(Records from a dataset)
————

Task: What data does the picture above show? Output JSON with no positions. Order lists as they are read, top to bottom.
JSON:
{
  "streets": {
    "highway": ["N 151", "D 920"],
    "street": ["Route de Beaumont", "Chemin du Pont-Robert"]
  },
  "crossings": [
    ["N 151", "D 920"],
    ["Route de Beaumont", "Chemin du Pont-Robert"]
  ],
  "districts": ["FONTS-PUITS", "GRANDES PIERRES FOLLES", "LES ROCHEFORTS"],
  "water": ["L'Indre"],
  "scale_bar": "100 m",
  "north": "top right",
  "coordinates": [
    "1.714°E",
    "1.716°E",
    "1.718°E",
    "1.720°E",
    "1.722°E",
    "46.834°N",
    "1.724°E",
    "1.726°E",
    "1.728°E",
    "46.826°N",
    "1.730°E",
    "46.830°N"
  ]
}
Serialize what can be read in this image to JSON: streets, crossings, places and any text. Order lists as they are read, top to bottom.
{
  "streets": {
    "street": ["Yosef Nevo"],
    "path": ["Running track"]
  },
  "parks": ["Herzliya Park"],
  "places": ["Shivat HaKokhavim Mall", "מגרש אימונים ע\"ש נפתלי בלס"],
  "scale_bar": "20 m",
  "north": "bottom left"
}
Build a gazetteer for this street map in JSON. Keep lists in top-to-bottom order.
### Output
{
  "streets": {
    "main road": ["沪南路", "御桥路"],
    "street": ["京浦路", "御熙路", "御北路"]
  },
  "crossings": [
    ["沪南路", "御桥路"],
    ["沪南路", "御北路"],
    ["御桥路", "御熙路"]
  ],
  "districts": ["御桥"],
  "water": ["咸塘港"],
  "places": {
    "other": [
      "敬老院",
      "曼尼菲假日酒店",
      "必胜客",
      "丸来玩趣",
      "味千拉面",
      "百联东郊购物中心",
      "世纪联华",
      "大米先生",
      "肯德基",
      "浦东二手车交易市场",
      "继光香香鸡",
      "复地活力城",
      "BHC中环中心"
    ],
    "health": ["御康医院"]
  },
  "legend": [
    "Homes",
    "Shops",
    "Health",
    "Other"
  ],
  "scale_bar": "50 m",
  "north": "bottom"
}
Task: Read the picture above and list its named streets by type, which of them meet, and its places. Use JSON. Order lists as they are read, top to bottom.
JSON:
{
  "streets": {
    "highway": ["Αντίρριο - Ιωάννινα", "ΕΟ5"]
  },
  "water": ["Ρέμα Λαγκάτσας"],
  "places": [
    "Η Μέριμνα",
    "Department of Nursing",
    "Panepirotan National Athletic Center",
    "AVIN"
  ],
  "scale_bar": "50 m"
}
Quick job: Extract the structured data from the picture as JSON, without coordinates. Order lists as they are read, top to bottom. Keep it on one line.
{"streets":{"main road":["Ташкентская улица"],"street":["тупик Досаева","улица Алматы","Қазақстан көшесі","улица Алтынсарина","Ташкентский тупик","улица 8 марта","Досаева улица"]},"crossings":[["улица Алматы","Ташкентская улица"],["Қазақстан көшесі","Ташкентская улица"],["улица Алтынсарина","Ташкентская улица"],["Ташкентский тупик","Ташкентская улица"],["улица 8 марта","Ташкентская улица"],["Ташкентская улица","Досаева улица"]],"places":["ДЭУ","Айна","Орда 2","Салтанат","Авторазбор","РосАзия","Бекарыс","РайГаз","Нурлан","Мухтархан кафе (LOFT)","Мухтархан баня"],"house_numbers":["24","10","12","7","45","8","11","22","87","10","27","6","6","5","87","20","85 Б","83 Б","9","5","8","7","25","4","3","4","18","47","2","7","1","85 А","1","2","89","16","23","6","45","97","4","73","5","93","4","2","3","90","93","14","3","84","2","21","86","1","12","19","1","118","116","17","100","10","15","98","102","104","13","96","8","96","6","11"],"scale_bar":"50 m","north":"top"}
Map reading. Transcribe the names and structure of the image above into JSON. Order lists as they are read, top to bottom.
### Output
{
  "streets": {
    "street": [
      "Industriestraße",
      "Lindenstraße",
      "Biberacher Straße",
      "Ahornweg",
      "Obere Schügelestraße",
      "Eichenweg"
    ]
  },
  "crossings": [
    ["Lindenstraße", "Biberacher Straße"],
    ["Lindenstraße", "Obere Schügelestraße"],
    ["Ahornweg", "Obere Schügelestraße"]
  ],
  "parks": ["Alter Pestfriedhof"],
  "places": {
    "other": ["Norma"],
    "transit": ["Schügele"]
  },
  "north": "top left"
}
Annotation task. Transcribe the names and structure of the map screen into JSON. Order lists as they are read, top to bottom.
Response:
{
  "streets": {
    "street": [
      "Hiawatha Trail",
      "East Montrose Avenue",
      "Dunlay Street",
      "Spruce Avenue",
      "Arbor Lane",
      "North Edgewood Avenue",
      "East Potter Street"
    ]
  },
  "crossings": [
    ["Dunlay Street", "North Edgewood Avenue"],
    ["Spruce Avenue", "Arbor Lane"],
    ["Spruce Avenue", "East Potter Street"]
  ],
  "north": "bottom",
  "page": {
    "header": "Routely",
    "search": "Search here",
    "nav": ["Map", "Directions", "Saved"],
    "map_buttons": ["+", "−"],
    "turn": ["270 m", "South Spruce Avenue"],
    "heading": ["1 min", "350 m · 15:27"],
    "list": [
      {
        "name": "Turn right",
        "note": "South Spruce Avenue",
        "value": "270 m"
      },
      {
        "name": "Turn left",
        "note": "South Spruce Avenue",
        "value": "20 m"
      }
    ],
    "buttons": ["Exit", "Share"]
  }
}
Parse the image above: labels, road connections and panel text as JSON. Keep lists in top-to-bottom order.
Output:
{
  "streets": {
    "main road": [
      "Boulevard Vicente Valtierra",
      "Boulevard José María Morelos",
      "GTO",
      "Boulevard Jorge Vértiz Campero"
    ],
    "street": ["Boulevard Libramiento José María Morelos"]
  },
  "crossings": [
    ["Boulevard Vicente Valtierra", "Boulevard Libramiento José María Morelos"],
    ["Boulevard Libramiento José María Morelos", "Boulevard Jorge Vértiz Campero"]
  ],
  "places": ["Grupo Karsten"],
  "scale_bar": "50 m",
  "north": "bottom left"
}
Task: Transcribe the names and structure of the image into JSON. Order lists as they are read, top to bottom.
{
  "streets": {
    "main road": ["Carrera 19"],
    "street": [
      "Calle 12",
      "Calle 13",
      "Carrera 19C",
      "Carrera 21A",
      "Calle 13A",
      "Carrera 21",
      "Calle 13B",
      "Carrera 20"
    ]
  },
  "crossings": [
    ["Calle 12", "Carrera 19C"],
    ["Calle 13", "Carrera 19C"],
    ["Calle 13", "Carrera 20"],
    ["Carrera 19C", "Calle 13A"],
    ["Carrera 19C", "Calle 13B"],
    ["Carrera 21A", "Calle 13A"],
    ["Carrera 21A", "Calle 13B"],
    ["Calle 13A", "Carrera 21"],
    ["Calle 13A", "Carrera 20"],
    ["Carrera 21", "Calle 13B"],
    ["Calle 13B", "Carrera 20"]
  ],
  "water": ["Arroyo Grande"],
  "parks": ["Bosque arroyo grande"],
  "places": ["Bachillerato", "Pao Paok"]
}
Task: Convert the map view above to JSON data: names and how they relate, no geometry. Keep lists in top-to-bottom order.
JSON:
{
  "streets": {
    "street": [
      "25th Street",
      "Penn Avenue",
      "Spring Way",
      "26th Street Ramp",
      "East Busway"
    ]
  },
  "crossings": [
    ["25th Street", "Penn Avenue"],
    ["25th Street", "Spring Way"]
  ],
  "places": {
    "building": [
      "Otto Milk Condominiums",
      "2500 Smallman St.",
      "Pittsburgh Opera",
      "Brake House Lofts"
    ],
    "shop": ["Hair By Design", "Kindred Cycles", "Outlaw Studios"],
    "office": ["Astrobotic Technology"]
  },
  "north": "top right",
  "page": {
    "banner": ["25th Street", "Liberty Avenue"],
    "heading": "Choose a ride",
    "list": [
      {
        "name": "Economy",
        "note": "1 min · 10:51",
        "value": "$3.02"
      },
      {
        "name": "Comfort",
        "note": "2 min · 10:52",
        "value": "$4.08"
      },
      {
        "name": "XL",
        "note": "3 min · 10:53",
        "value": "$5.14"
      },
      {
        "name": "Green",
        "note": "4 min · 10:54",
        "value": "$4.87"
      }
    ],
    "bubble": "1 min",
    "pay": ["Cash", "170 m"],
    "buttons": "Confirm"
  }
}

————

**Instructions to follow:** An exact, complete copy of the lines above from the one with "Serialize what can" through the one with "Build a gazetteer" is the whole answer.

**Written solution:**
Serialize what can be read in this image to JSON: streets, crossings, places and any text. Order lists as they are read, top to bottom.
{
  "streets": {
    "street": ["Yosef Nevo"],
    "path": ["Running track"]
  },
  "parks": ["Herzliya Park"],
  "places": ["Shivat HaKokhavim Mall", "מגרש אימונים ע\"ש נפתלי בלס"],
  "scale_bar": "20 m",
  "north": "bottom left"
}
Build a gazetteer for this street map in JSON. Keep lists in top-to-bottom order.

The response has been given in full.